*** Information provided Section Begins ***
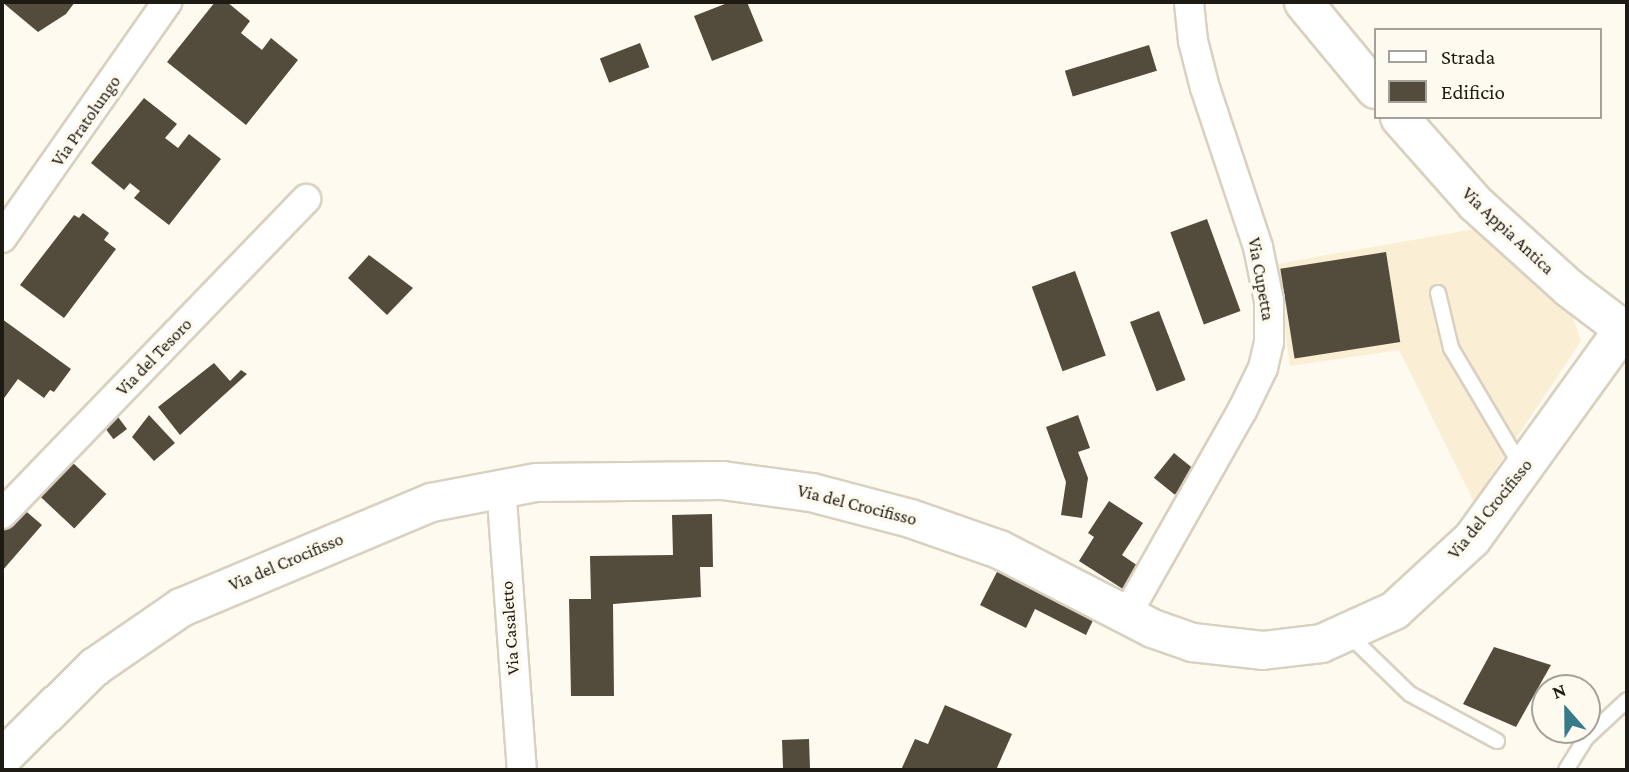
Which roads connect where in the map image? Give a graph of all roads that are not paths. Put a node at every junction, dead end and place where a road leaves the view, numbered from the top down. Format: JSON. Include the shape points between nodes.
{"nodes":[{"id":1,"x":167,"y":2,"type":"edge"},
{"id":2,"x":1189,"y":2,"type":"edge"},
{"id":3,"x":1303,"y":2,"type":"edge"},
{"id":4,"x":1374,"y":88,"type":"edge"},
{"id":5,"x":1401,"y":119,"type":"edge"},
{"id":6,"x":306,"y":199,"type":"dead end"},
{"id":7,"x":2,"y":239,"type":"edge"},
{"id":8,"x":1438,"y":293,"type":"dead end"},
{"id":9,"x":1625,"y":331,"type":"edge"},
{"id":10,"x":1524,"y":470,"type":"junction"},
{"id":11,"x":501,"y":486,"type":"junction"},
{"id":12,"x":2,"y":514,"type":"edge"},
{"id":13,"x":1127,"y":614,"type":"junction"},
{"id":14,"x":1348,"y":635,"type":"junction"},
{"id":15,"x":1627,"y":700,"type":"edge"},
{"id":16,"x":1497,"y":741,"type":"dead end"},
{"id":17,"x":2,"y":757,"type":"edge"},
{"id":18,"x":522,"y":770,"type":"edge"},
{"id":19,"x":1566,"y":770,"type":"edge"}],
"edges":[{"from":1,"to":7,"type":"street","name":"Via Pratolungo"},
{"from":2,"to":13,"type":"street","name":"Via Cupetta","via":[[1198,63],[1260,256],[1269,301],[1269,343],[1263,368],[1242,411]]},
{"from":3,"to":4,"type":"street"},
{"from":5,"to":9,"type":"street","name":"Via Appia Antica","via":[[1475,203]]},
{"from":6,"to":12,"type":"street","name":"Via del Tesoro"},
{"from":8,"to":10,"type":"lane","via":[[1451,348]]},
{"from":9,"to":10,"type":"street","name":"Via del Crocifisso"},
{"from":10,"to":14,"type":"street","name":"Via del Crocifisso","via":[[1472,538],[1432,578],[1394,610]]},
{"from":11,"to":13,"type":"street","name":"Via del Crocifisso","via":[[574,479],[697,479],[811,492],[921,521],[999,549]]},
{"from":11,"to":17,"type":"street","name":"Via del Crocifisso","via":[[404,511],[181,607],[95,666]]},
{"from":11,"to":18,"type":"street","name":"Via Casaletto"},
{"from":13,"to":14,"type":"street","name":"Via del Crocifisso","via":[[1185,640],[1235,649],[1292,649]]},
{"from":14,"to":16,"type":"lane","via":[[1410,694]]},
{"from":15,"to":19,"type":"lane","via":[[1587,737]]}]}
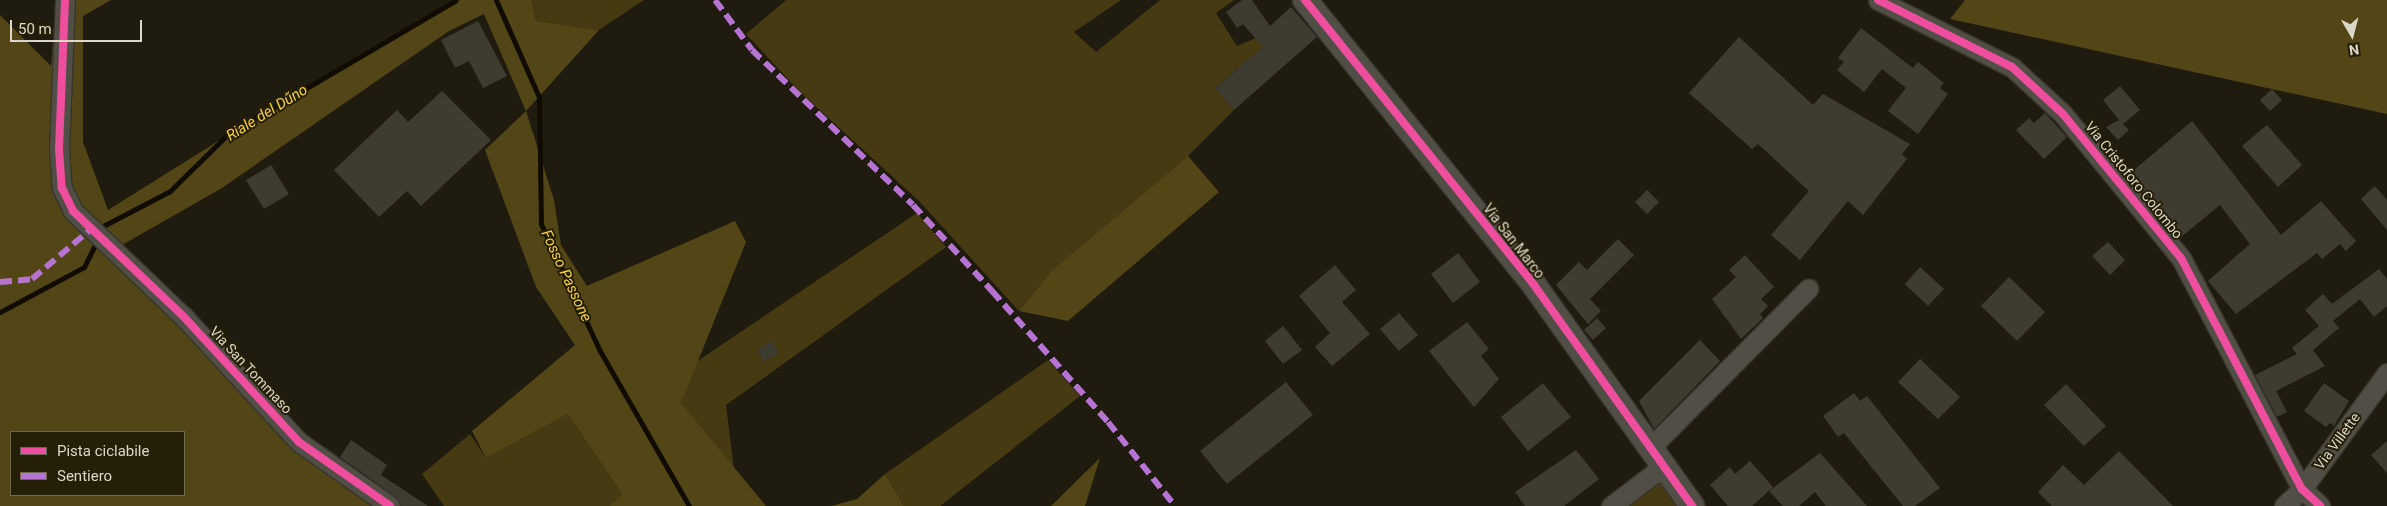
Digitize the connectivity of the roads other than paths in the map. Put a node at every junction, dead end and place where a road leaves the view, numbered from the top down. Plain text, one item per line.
1 (65, 0) edge
2 (1305, 0) edge
3 (1878, 0) edge
4 (1808, 289) dead end
5 (2387, 374) edge
6 (1655, 458) junction
7 (2302, 489) junction
8 (390, 506) edge
9 (1611, 506) edge
10 (1692, 506) edge
11 (2284, 506) edge
12 (2320, 506) edge

1 - 8 street, Via San Tommaso
2 - 6 street, Via San Marco
3 - 7 street, Via Cristoforo Colombo
4 - 6 street
5 - 7 street, Via Villette
6 - 9 street
6 - 10 street, Via San Marco
7 - 11 street, Via Villette
7 - 12 street, Via Cristoforo Colombo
*** Information provided Section Ends ***
Exercise objective :: Would you reproduce, word for word, the lines from the one holding "Digitize the connectivity" through the final line of the entries, both included?

Exercise solution ::
Digitize the connectivity of the roads other than paths in the map. Put a node at every junction, dead end and place where a road leaves the view, numbered from the top down. Plain text, one item per line.
1 (65, 0) edge
2 (1305, 0) edge
3 (1878, 0) edge
4 (1808, 289) dead end
5 (2387, 374) edge
6 (1655, 458) junction
7 (2302, 489) junction
8 (390, 506) edge
9 (1611, 506) edge
10 (1692, 506) edge
11 (2284, 506) edge
12 (2320, 506) edge

1 - 8 street, Via San Tommaso
2 - 6 street, Via San Marco
3 - 7 street, Via Cristoforo Colombo
4 - 6 street
5 - 7 street, Via Villette
6 - 9 street
6 - 10 street, Via San Marco
7 - 11 street, Via Villette
7 - 12 street, Via Cristoforo Colombo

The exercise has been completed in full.